This allows multiple optical functions on a single chip, unlocking new possibilities for tunable light sources, optical computing, and quantum communication systems.
NTT Research, in collaboration with Cornell and Stanford University, has achieved a major milestone in photonics by developing the world’s first programmable nonlinear photonic chip, redefining how light-based devices operate. This advancement shatters the long-standing “one device, one function” limitation by enabling multiple nonlinear-optical functions on a single, reconfigurable chip—paving the way for advances in optical computing, quantum technologies, and next-generation communications.

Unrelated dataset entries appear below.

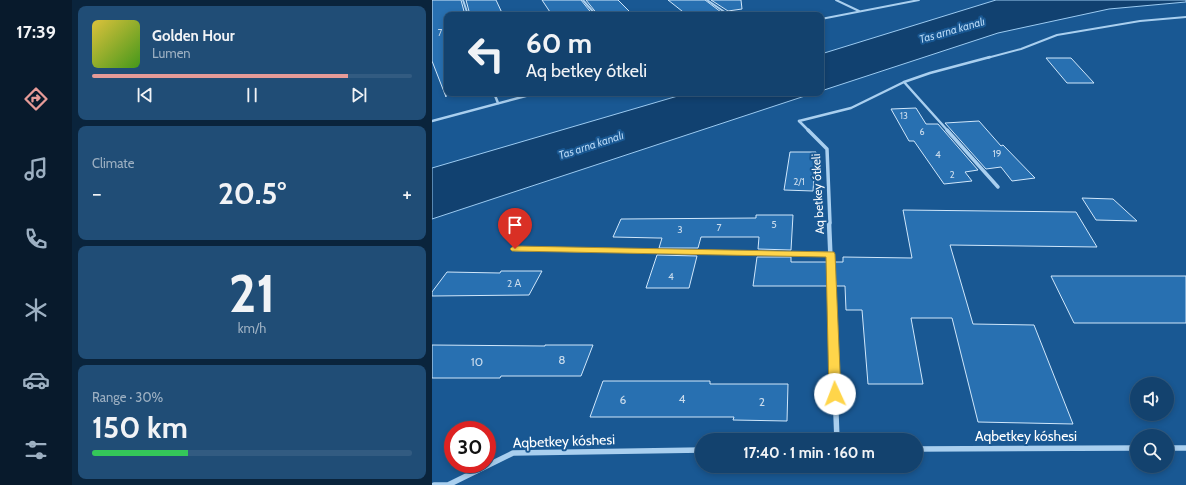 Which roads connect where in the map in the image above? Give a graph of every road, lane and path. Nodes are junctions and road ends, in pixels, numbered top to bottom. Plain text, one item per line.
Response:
1 (464, 0) edge
2 (583, 0) edge
3 (707, 0) edge
4 (836, 0) edge
5 (919, 0) edge
6 (859, 11) junction
7 (467, 12) edge
8 (593, 12) edge
9 (725, 12) edge
10 (1186, 17) edge
11 (824, 18) edge
12 (904, 82) junction
13 (495, 96) edge
14 (525, 96) edge
15 (498, 103) junction
16 (432, 121) edge
17 (998, 187) dead end
18 (515, 249) dead end
19 (831, 254) junction
20 (837, 433) edge
21 (1130, 448) edge
22 (1174, 448) edge
23 (1186, 448) edge
24 (923, 449) edge
25 (695, 450) edge
26 (434, 485) edge

1 - 7 street
2 - 8 street
3 - 9 street
4 - 6 street
5 - 6 street
6 - 11 street
10 - 12 street
12 - 17 street
12 - 19 street, Aq betkey ótkeli
13 - 15 street
14 - 15 street
15 - 16 street
18 - 19 street
19 - 20 street, Aq betkey ótkeli
21 - 24 street, Aqbetkey kóshesi
22 - 23 street
25 - 26 street, Aqbetkey kóshesi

Unlike conventional photonic components—each designed for a single task fixed during fabrication—the new waveguide uses a silicon nitride core whose optical nonlinearity can be dynamically tuned using structured light patterns. When a programming light is projected onto the chip, it alters how the device manipulates light, effectively allowing engineers to “rewrite” its function in real time. This allows a single chip to perform diverse optical tasks, including pulse shaping, second-harmonic generation, and holographic structured light creation, all while maintaining stability against fabrication errors or environmental drift.
The research, led by Ryotatsu Yanagimoto of NTT’s Physics and Informatics (PHI) Lab under Prof. Peter McMahon of Cornell, marks a significant step toward reconfigurable photonic systems capable of supporting both classical and quantum operations. Such flexibility could revolutionize quantum communication, data centers, and optical AI hardware, where rapid adaptation and compact designs are crucial.
A single programmable chip could replace multiple specialized components, cutting costs, improving manufacturing yields, and reducing energy and space requirements. According to IDTechEx, the photonic-integrated circuit market could exceed $50 billion by 2035, with applications spanning datacom, 5G/6G, quantum computing, sensors, and LiDAR.
Looking ahead, researchers envision expanding this technology to achieve programmable quantum nonlinearities, potentially enabling new architectures for quantum computation and communication. This work also opens pathways for integrating programmable nonlinearities into existing optical systems, unlocking hybrid functionalities.